> [WHAT THIS TASK INVOLVES] Where "ring" appears in a line of the entries below, that line should be copied.
-*-
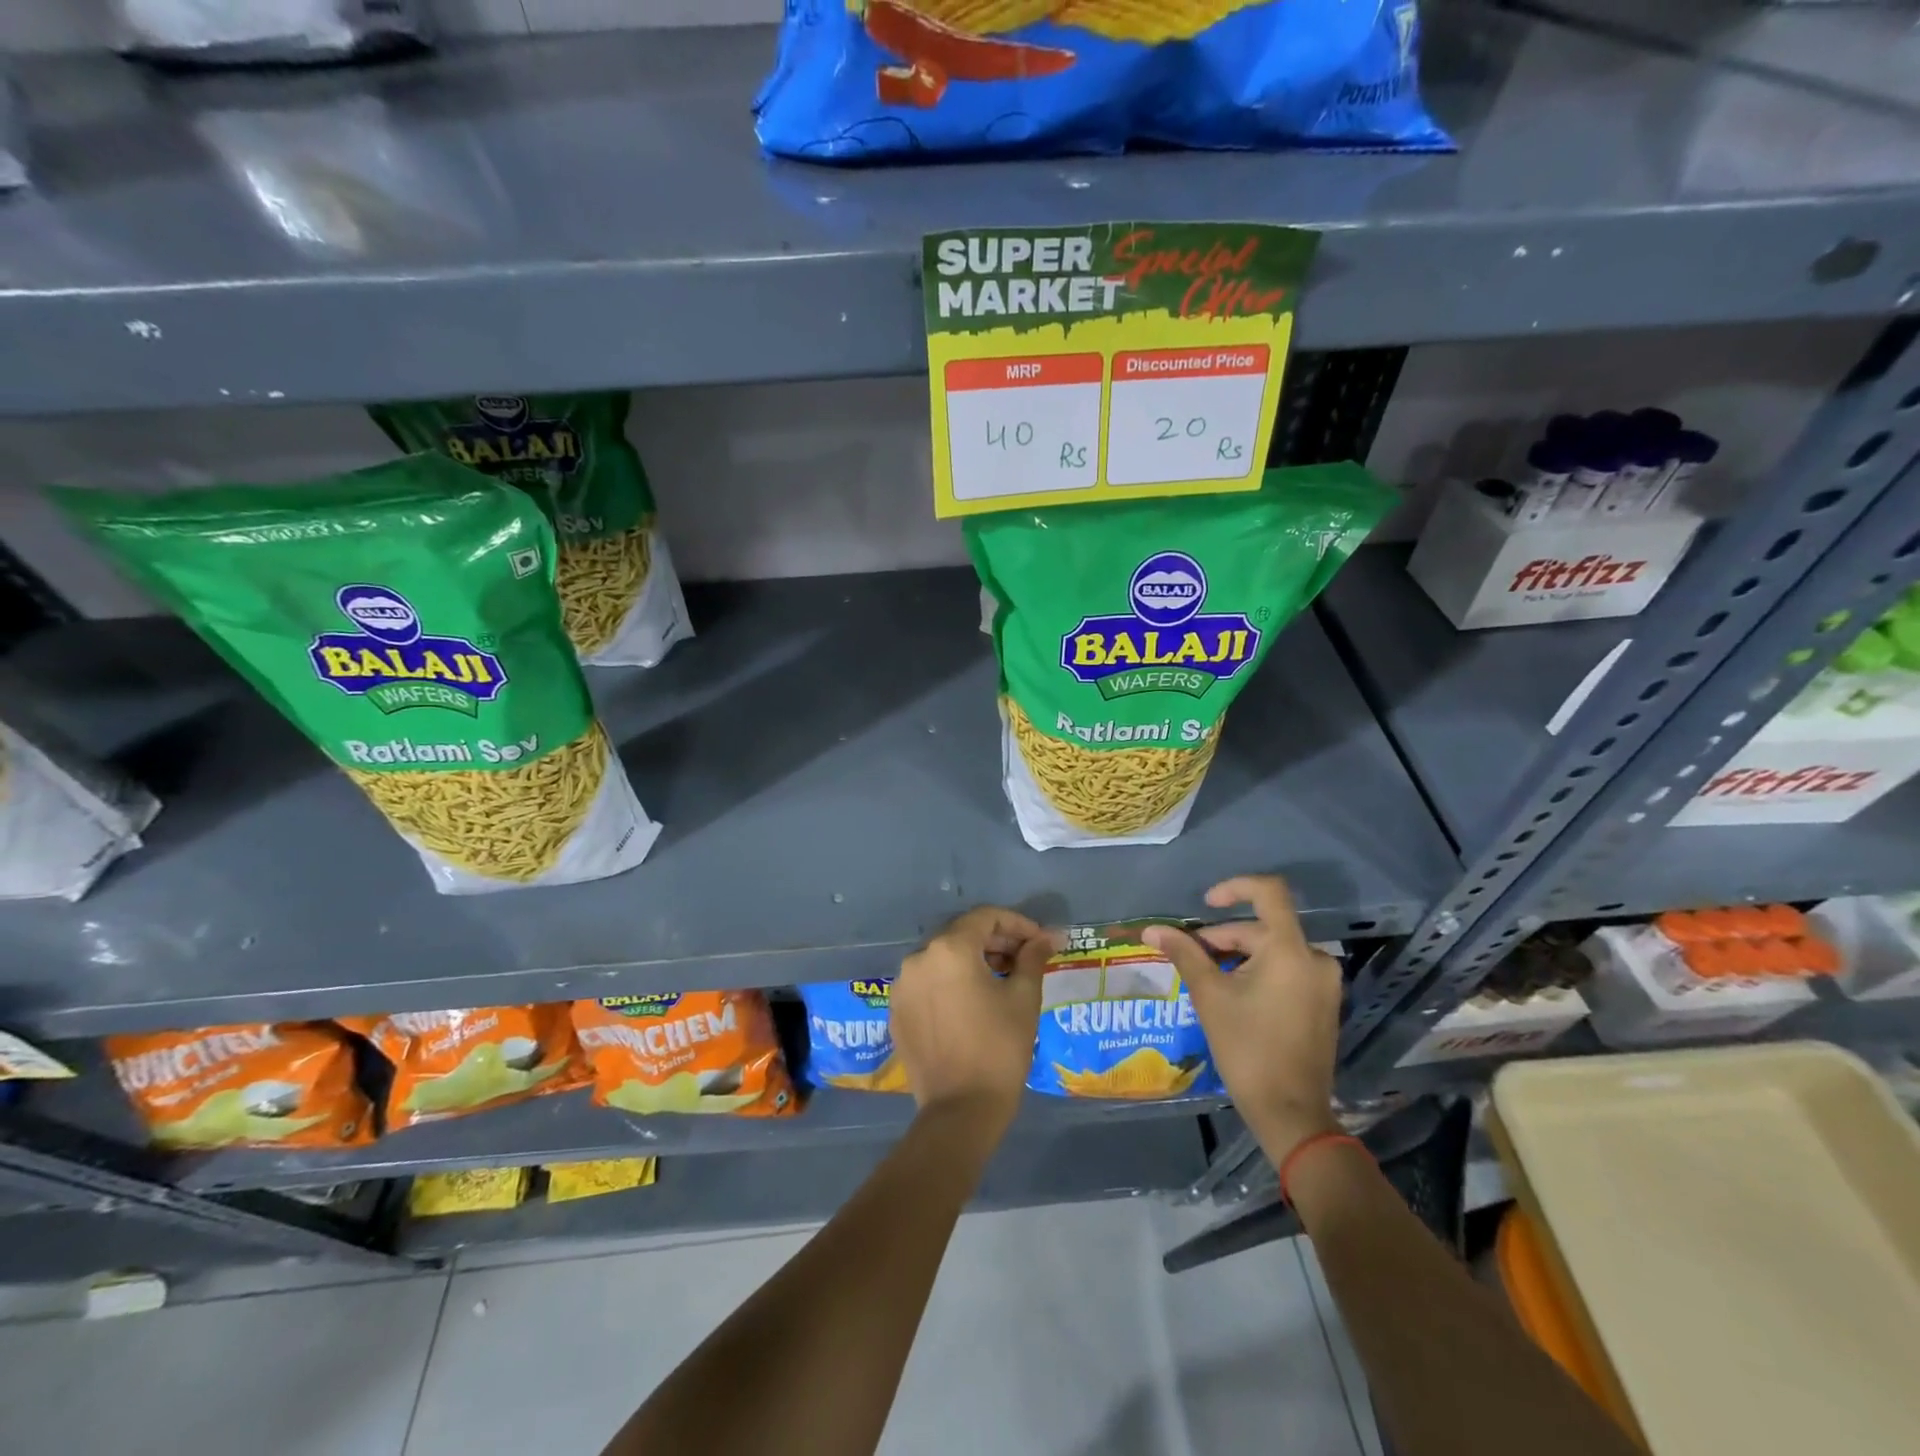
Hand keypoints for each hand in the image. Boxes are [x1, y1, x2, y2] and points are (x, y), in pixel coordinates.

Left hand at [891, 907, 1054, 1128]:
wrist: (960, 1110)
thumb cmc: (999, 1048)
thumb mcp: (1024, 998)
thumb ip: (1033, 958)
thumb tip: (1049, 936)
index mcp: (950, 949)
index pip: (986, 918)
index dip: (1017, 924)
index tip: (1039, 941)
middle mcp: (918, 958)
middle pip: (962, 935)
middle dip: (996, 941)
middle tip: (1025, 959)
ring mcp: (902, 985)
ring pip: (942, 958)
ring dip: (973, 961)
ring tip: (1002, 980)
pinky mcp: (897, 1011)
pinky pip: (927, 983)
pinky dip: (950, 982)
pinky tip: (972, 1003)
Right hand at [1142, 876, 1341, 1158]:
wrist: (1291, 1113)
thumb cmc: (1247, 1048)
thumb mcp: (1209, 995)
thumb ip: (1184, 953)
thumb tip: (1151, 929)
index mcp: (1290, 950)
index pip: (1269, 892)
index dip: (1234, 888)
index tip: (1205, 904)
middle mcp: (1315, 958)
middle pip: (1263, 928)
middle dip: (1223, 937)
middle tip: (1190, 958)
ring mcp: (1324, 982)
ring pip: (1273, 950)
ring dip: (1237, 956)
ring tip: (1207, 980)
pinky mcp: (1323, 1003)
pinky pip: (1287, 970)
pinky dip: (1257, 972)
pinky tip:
-*-
> [COMPLETED EXERCISE]
ring mcp: (902, 985)
ring pip: (942, 958)
ring dip: (973, 961)
ring tip: (1002, 980)
ring mcp: (1324, 982)
ring pip: (1273, 950)
ring dip: (1237, 956)
ring tip: (1207, 980)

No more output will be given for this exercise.